Chuck is happy, and approaches Ned and Emerson with a plan to solve her own murder and collect the reward. They travel to a travel agent where the manager had offered Chuck a free cruise if she transported a pair of plaster monkeys, though they find Deedee dead on arrival. Despite bringing her back to life, Deedee dies before identifying her killer. The three realize that if Chuck died on the cruise, the monkeys would have been inherited by her aunts, putting them in danger.

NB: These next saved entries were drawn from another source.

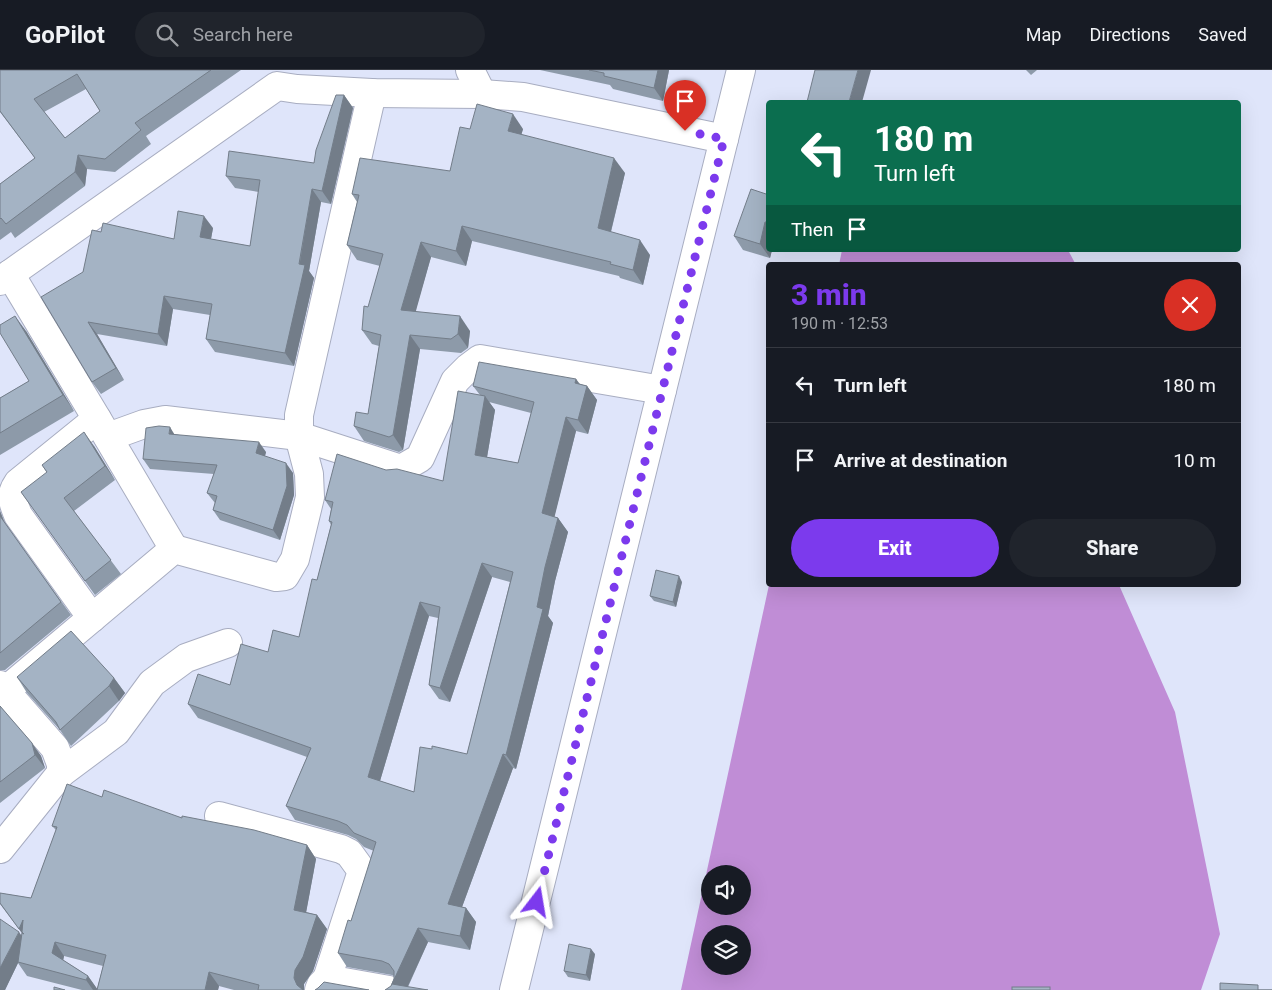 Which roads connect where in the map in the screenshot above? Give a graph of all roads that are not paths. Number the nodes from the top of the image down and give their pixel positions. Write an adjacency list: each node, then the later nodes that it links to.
1 (741, 70): 5 (street)
2 (272, 78): 4 (street); 6 (street)
3 (476, 82): 4 (street); 5 (street)
4 (372, 93): 9 (street)
5 (724, 139): 7 (street)
6 (5, 278): 8 (street)
7 (662, 390): 9 (street); 20 (street)
8 (103, 428): 9 (street); 10 (street); 11 (street)
9 (298, 436): 10 (street)
10 (174, 549): 11 (street)
11 (92, 618): 13 (street)
12 (228, 643): 14 (street)
13 (3, 688): 14 (street)
14 (61, 773): 16 (street)
15 (219, 816): 17 (street)
16 (0, 849)
17 (323, 985): 18 (street)
18 (389, 990)
19 (507, 990): 20 (street)
20 (514, 990)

The three arrive, and Ned and Emerson talk to Chuck's aunts, while Chuck stays out of sight and climbs into her bedroom. As Lily goes upstairs to collect the monkeys for Ned, she is attacked as is Ned. Chuck rescues him, and Lily shoots her assailant. Discovering the monkeys were made of gold, Lily and Vivian collect the reward for catching Chuck's killer and leave the house for the first time in years. Ned, Chuck, and Emerson agree to work together.

==Reception==
Diane Werts of Newsday liked "Pie-lette," saying that it "stakes out a brave, broad swath of storytelling territory, and a potentially fertile one."—however, Werts didn't think it would automatically lead to Pushing Daisies success. Brian Lowry of Variety made similar comments in his review, saying that "Pie-lette" stood "head and shoulders above this fall's other seedlings," while being wary that Pushing Daisies "will collapse by episode four or five."

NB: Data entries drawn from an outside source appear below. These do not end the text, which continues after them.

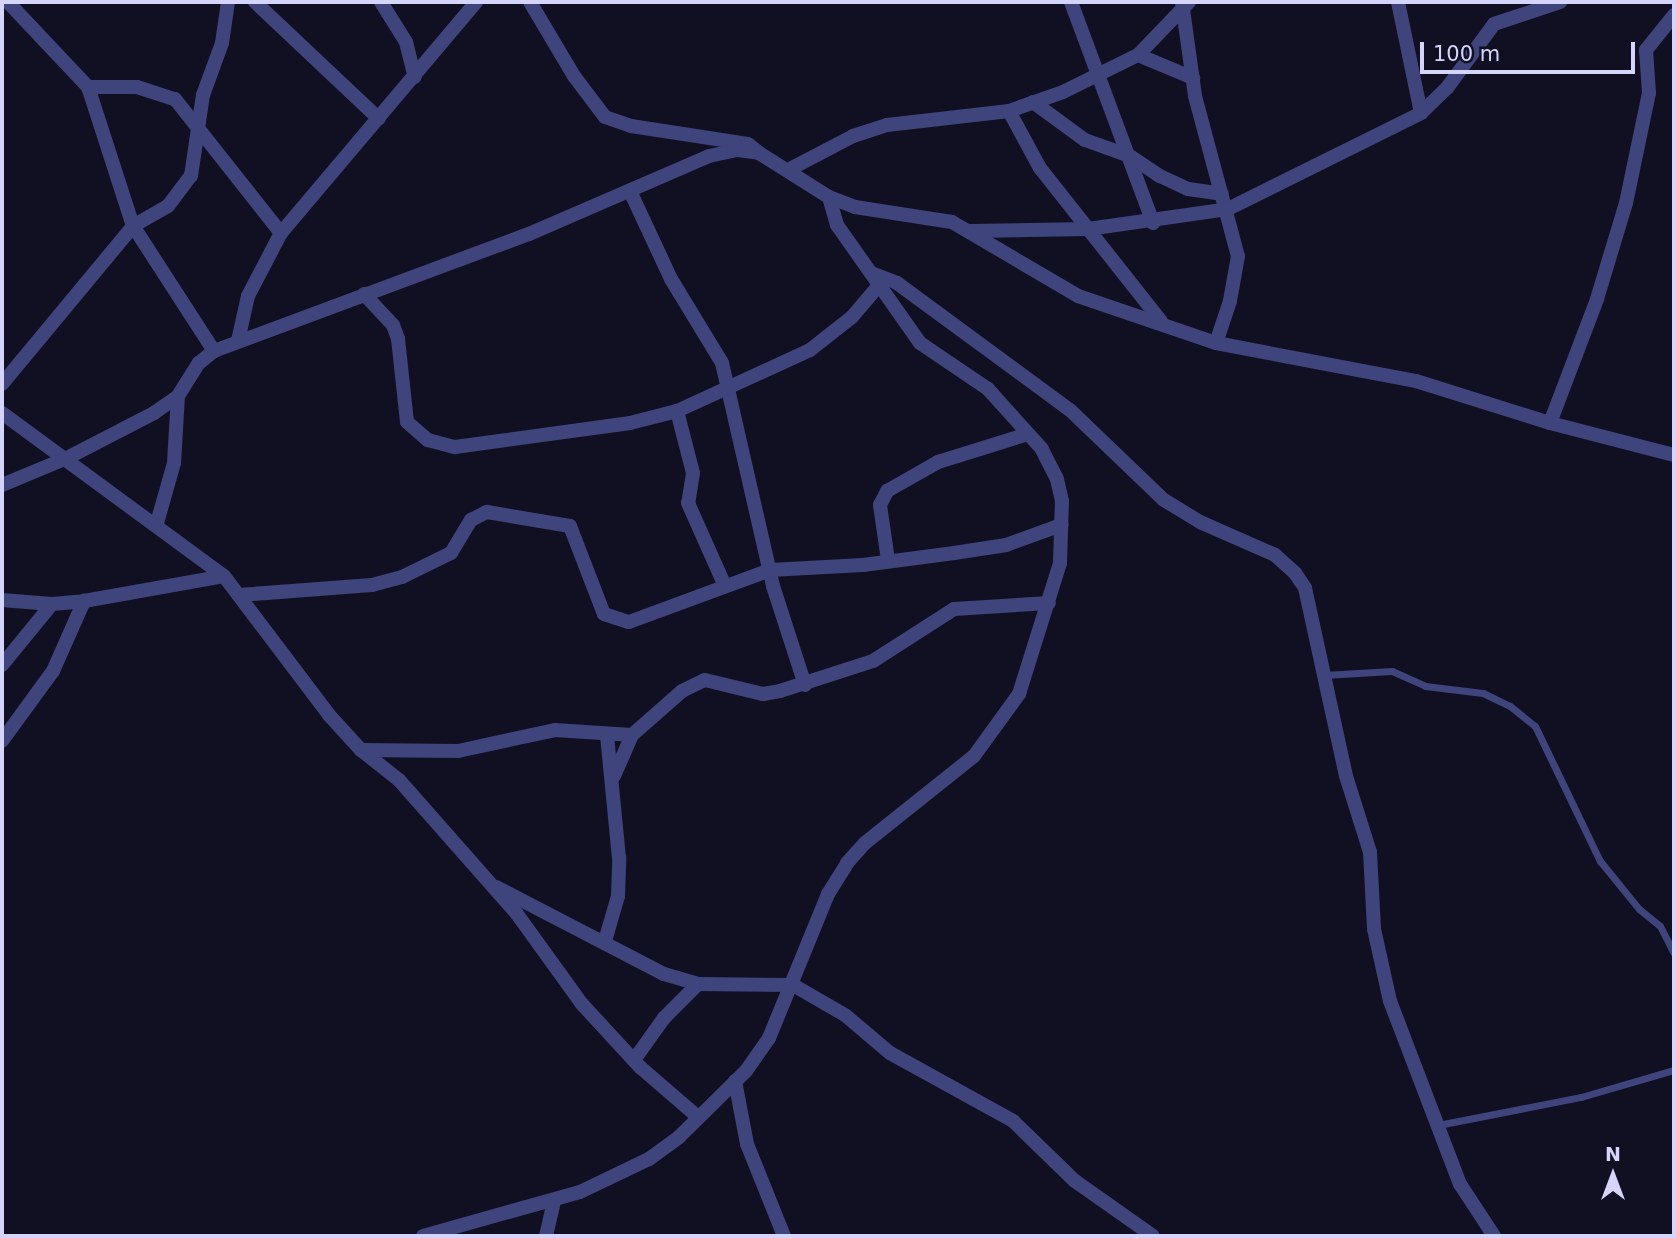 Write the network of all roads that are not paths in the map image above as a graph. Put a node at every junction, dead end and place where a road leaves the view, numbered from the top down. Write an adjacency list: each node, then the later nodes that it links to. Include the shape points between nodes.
1 (8, 2): 16 (street)
2 (228, 2): 21 (street, via 222,43)
3 (255, 2): 20 (street)
4 (382, 2): 14 (street, via 406,42)
5 (476, 2): 14 (street)
6 (530, 2): 22 (street, via 574,76 606,117 632,126 748,144)
7 (1071, 2): 13 (street)
8 (1398, 2): 19 (street)
9 (1560, 2): 19 (street, via 1494,24 1447,89)
10 (1185, 3): 12 (street); 15 (street)
11 (1674, 15): 45 (street, via 1646,50 1649,93 1626,203 1597,299)
12 (1138, 55): 13 (street); 15 (street)
13 (1098, 76): 17 (street); 23 (street)
14 (415, 77): 20 (street)
15 (1193, 78): 26 (street)
16 (88, 87): 21 (street, via 157,91 175,99); 30 (street)
17 (1033, 102): 18 (street); 23 (street, via 1085,140)
18 (1009, 111): 24 (street, via 887,125 853,136); 31 (street, via 1040,168)
19 (1422, 113): 28 (street)
20 (379, 119): 33 (street)
21 (197, 124): 30 (street, via 195,156 182,193); 33 (street)
22 (759, 153): 24 (street); 25 (street, via 738,150 709,156)
23 (1130, 156): 26 (street, via 1188,189); 29 (street)
24 (790, 169): 27 (street)
25 (630, 191): 35 (street, via 529,234); 41 (street, via 671,279 722,363)
26 (1222, 194): 28 (street)
27 (829, 197): 32 (street, via 881,214 941,220); 34 (street, via 837,225)
28 (1228, 209): 29 (street); 38 (street, via 1238,256 1230,302)
29 (1153, 223): 31 (street)
30 (133, 226): 39 (street); 40 (street)
31 (1088, 229): 32 (street); 36 (street)
32 (971, 231): 36 (street, via 1078,296)
33 (281, 233): 37 (street, via 248,296)
34 (876, 279): 41 (street, via 852,317 810,350); 46 (street, via 920,344 988,389); 62 (street, via 897,283 1070,410 1164,500 1200,522 1275,555 1305,588)
35 (364, 294): 37 (street); 43 (street, via 393,325 401,359 404,417 428,440 467,447 630,423)
36 (1161, 321): 38 (street)
37 (238, 341): 39 (street)
38 (1216, 342): 45 (street, via 1416,381)
39 (214, 351): 42 (street, via 199,363)
40 (2, 384)
41 (729, 388): 43 (street); 53 (street)
42 (178, 396): 48 (street); 50 (street, via 174,463)
43 (677, 411): 55 (street, via 693,473 688,503)
44 (2, 413): 48 (street)
45 (1550, 423): 47 (street)
46 (1028, 434): 51 (street, via 1057,479); 52 (street, via 938,462 887,491 880,505)
47 (1674, 455)
48 (67, 458): 49 (street); 50 (street)
49 (2, 485)
50 (158, 523): 54 (street)
51 (1061, 525): 52 (street, via 1006,545); 59 (street, via 1060,563)
52 (888, 560): 53 (street)
53 (770, 570): 55 (street); 63 (street)
54 (224, 576): 56 (street); 58 (street)
55 (725, 586): 56 (street, via 654,615 615,621 598,604 570,526 492,511 471,520 445,557 401,577 372,585)
56 (239, 595): 67 (street)
57 (2, 600): 60 (street)
58 (84, 601): 60 (street); 66 (street, via 53,671)
59 (1049, 603): 63 (street, via 954,609 873,661); 73 (street, via 1019,694 993,734 974,756 865,843 847,863 828,894)
60 (51, 604): 61 (street)
61 (2, 665)
62 (1324, 674): 71 (lane, via 1392,671 1425,686 1483,693 1510,706 1535,726 1600,861 1639,909 1660,926); 78 (street, via 1346,776 1370,852 1380,965)
63 (805, 685): 64 (street, via 763,694 705,680 682,691)
64 (632, 735): 65 (street); 68 (street)
65 (607, 736): 67 (street, via 555,730 458,751); 68 (street)
66 (2, 741)
67 (361, 750): 69 (street, via 399,780)
68 (614, 776): 70 (street, via 618,896)
69 (495, 887): 70 (street); 74 (street, via 582,1004)
70 (605, 942): 72 (street, via 664,974)
71 (1674, 953)
72 (698, 984): 73 (street); 74 (street, via 664,1018)
73 (793, 985): 76 (street, via 769,1038); 83 (street, via 845,1015 890,1053 973,1103 1013,1121 1075,1181)
74 (634, 1060): 77 (street)
75 (1674, 1070): 78 (lane, via 1581,1097)
76 (735, 1082): 77 (street); 82 (street, via 747,1144)
77 (698, 1117): 79 (street, via 649,1159)
78 (1438, 1125): 84 (street, via 1460,1184)
79 (554, 1200): 80 (street); 81 (street)
80 (423, 1236)
81 (546, 1236)
82 (784, 1236)
83 (1153, 1236)
84 (1494, 1236)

Some reviewers also commented on the appearance of the episode; Melanie McFarland of the Seattle Post-Intelligencer described the look of "Pie-lette" as similar to an "intricately illustrated children's book." However, Maureen Ryan, of the Chicago Tribune, felt that director Sonnenfeld's vivid style didn't "leave much room for heart."

The pilot received universal acclaim having a Metacritic score of 86, citing it as one of the best new shows of 2007.

The episode attracted 13 million viewers in the United States; it was the most-watched new series and 14th in overall viewership for the week.

==Accolades==

Director Barry Sonnenfeld won the 2008 Directors Guild of America award for Outstanding Directorial Achievement in Comedy Series and for Outstanding Directing for a Comedy Series at the 60th Primetime Emmy Awards for the episode. Screenwriter Bryan Fuller was also nominated for a 2007 Writers Guild of America Award for Episodic Comedy and for Outstanding Writing for a Comedy Series at the 60th Primetime Emmy Awards.